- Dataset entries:
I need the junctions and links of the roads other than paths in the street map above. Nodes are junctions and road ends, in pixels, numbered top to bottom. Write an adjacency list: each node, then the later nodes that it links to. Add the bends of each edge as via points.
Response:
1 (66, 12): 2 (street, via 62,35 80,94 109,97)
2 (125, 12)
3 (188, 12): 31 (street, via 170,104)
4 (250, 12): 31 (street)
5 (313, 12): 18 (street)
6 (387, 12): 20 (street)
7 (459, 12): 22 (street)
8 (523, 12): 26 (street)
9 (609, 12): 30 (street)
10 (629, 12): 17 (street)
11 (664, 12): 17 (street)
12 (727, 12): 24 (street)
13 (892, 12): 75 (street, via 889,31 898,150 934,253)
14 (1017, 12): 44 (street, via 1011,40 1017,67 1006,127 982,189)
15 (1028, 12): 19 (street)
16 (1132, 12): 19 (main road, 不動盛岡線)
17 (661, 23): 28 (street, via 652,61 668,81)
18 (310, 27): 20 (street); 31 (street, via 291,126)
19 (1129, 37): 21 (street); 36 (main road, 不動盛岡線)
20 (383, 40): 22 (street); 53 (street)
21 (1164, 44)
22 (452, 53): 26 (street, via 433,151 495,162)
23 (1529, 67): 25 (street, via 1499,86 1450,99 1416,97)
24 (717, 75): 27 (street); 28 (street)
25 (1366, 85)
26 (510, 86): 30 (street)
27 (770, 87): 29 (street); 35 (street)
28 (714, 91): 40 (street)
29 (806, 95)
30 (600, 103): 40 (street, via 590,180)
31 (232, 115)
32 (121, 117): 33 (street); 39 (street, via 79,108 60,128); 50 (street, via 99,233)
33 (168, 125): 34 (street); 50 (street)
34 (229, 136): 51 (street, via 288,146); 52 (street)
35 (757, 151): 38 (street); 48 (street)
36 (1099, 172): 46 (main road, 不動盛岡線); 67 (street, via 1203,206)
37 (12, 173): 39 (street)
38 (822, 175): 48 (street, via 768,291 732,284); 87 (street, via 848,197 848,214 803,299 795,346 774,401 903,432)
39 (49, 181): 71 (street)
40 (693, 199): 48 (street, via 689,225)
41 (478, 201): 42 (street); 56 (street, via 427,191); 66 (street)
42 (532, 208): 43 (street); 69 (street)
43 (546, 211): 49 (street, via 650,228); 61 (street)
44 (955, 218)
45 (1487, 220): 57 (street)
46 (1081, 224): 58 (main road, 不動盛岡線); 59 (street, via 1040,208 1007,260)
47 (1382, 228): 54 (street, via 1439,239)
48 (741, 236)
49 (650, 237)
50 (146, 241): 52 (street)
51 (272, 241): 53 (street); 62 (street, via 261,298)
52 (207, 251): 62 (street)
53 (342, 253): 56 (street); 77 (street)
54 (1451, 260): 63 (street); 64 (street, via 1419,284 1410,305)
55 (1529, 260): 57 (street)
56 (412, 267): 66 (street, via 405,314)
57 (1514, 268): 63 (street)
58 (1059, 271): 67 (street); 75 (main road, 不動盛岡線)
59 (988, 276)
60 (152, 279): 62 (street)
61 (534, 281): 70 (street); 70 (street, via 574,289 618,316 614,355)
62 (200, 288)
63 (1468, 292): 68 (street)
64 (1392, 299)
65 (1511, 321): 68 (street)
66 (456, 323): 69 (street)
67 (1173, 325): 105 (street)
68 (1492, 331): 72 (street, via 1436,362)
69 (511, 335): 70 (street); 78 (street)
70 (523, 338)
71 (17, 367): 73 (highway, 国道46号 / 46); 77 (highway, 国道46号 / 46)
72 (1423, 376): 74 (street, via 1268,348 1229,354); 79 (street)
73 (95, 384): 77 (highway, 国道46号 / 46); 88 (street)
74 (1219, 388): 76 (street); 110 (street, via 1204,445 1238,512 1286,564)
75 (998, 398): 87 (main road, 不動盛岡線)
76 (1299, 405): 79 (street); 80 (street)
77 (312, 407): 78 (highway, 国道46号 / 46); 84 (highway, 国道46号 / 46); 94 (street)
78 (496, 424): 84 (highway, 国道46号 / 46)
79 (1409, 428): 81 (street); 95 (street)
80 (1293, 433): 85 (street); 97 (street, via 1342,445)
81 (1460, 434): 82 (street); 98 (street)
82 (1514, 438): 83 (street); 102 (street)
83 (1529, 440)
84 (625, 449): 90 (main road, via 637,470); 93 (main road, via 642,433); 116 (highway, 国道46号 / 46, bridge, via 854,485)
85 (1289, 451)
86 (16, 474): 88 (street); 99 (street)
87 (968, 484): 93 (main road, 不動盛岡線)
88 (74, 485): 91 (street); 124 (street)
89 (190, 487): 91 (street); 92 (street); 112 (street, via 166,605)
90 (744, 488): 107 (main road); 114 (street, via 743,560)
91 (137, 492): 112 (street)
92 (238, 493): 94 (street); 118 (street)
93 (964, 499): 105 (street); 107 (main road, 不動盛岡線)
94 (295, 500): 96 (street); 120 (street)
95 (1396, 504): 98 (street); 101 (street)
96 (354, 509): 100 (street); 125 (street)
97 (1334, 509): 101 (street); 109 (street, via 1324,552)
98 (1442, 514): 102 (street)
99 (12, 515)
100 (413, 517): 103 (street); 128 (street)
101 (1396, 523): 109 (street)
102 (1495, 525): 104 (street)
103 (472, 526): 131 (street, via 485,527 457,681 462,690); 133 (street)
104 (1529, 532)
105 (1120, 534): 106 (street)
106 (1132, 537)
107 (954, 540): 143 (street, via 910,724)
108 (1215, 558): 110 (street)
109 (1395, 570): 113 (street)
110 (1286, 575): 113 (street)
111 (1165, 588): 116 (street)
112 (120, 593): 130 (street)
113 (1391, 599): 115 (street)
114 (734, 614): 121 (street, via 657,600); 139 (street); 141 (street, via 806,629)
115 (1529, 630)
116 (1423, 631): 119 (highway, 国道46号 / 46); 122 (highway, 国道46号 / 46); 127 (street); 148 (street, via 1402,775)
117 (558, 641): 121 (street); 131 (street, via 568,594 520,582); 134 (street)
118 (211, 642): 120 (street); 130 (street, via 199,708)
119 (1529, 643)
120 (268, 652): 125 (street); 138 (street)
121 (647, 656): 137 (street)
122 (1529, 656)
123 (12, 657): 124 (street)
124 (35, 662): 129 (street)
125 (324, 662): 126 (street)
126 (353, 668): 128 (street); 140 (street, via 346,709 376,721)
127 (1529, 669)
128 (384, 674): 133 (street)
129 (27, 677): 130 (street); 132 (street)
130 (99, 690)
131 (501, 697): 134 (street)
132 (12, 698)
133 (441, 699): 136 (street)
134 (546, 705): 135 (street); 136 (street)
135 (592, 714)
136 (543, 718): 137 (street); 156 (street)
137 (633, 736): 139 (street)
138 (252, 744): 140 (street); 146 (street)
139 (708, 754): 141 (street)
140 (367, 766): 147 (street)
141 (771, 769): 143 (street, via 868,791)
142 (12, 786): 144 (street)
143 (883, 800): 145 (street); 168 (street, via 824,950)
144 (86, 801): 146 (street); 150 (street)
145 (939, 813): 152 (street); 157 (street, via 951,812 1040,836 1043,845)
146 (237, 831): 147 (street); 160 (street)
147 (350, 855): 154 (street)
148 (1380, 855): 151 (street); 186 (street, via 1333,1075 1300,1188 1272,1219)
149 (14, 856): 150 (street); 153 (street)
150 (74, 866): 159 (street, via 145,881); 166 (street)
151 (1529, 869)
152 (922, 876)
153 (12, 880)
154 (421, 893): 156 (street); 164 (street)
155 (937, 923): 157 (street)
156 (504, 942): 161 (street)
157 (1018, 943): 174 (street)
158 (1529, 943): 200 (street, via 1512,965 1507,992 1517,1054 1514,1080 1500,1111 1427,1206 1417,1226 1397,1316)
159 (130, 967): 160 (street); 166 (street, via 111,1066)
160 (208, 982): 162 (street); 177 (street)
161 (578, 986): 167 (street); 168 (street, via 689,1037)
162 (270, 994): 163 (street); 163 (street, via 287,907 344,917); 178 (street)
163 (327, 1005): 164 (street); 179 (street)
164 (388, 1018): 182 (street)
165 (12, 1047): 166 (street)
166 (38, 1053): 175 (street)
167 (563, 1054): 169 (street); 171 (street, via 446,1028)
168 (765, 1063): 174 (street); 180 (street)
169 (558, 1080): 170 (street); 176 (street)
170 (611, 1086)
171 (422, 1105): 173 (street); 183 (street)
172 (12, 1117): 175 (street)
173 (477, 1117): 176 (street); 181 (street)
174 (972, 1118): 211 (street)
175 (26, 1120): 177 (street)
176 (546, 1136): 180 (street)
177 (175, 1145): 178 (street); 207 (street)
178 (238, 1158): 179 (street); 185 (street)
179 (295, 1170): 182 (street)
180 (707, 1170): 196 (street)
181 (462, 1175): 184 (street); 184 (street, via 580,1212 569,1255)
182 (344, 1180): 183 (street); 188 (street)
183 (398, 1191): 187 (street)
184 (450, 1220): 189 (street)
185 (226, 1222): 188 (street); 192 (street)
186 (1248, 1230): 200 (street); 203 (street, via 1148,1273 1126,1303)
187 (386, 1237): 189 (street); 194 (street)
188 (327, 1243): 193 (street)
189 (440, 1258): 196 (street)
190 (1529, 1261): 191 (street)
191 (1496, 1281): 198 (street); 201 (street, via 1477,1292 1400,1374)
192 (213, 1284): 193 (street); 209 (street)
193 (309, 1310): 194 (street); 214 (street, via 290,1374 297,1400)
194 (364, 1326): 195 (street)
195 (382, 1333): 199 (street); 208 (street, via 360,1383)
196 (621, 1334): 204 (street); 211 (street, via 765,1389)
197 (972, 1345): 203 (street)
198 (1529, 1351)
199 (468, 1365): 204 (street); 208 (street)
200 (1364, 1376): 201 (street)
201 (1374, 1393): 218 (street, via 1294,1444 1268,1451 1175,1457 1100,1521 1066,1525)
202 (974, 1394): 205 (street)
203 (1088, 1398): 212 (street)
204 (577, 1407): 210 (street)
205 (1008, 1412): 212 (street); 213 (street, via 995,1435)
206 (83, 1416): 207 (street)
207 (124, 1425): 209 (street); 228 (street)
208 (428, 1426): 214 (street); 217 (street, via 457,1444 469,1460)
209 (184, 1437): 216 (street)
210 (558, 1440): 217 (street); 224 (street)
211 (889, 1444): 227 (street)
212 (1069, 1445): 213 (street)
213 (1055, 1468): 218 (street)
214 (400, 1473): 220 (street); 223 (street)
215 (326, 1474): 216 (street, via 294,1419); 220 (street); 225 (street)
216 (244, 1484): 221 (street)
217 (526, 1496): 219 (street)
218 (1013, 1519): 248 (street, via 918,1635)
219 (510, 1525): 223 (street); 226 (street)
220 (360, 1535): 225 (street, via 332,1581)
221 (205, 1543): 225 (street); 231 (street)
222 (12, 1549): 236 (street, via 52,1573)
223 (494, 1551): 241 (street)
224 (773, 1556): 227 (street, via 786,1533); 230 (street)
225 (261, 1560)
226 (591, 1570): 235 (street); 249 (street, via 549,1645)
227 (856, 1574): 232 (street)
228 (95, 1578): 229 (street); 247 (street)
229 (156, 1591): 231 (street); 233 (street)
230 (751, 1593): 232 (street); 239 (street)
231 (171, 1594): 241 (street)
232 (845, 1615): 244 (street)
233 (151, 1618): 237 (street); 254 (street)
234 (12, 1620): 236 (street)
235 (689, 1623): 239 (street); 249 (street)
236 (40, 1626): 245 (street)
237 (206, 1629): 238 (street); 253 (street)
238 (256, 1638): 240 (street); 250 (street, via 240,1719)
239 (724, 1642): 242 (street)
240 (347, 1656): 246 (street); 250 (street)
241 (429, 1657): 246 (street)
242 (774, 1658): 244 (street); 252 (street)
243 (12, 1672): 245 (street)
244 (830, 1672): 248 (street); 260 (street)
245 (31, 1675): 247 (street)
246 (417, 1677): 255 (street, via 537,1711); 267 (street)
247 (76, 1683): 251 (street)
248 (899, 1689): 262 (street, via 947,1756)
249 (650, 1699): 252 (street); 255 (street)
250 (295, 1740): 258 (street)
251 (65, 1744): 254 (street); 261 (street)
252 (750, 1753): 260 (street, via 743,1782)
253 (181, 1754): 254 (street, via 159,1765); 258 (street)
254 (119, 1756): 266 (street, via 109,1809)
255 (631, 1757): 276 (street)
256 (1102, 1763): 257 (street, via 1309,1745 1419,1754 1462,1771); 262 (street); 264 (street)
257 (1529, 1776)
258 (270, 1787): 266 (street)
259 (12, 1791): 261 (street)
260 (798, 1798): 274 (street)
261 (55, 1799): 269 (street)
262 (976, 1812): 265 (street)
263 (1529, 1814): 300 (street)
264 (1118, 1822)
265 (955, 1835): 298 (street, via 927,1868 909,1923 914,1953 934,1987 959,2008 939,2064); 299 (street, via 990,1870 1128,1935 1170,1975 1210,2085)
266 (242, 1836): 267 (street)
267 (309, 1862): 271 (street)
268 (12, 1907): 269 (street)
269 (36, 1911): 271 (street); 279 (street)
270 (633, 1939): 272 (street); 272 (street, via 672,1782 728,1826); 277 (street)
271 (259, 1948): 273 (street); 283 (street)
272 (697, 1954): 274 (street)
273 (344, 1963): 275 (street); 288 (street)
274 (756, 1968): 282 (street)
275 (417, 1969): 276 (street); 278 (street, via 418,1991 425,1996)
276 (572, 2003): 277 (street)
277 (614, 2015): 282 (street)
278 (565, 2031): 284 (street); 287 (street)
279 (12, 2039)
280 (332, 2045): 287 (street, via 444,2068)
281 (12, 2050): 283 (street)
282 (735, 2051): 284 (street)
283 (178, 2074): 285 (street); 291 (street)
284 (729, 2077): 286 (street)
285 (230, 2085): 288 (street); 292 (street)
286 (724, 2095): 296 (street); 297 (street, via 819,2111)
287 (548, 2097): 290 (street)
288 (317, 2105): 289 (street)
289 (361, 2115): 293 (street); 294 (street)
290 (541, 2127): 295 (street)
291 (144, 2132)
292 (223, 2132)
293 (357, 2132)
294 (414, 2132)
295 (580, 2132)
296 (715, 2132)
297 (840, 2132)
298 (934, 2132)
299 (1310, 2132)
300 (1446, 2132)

- Problem description: What is the number of lines above that contain the word "不動盛岡線"? Answer with that number only.

- Task output: 8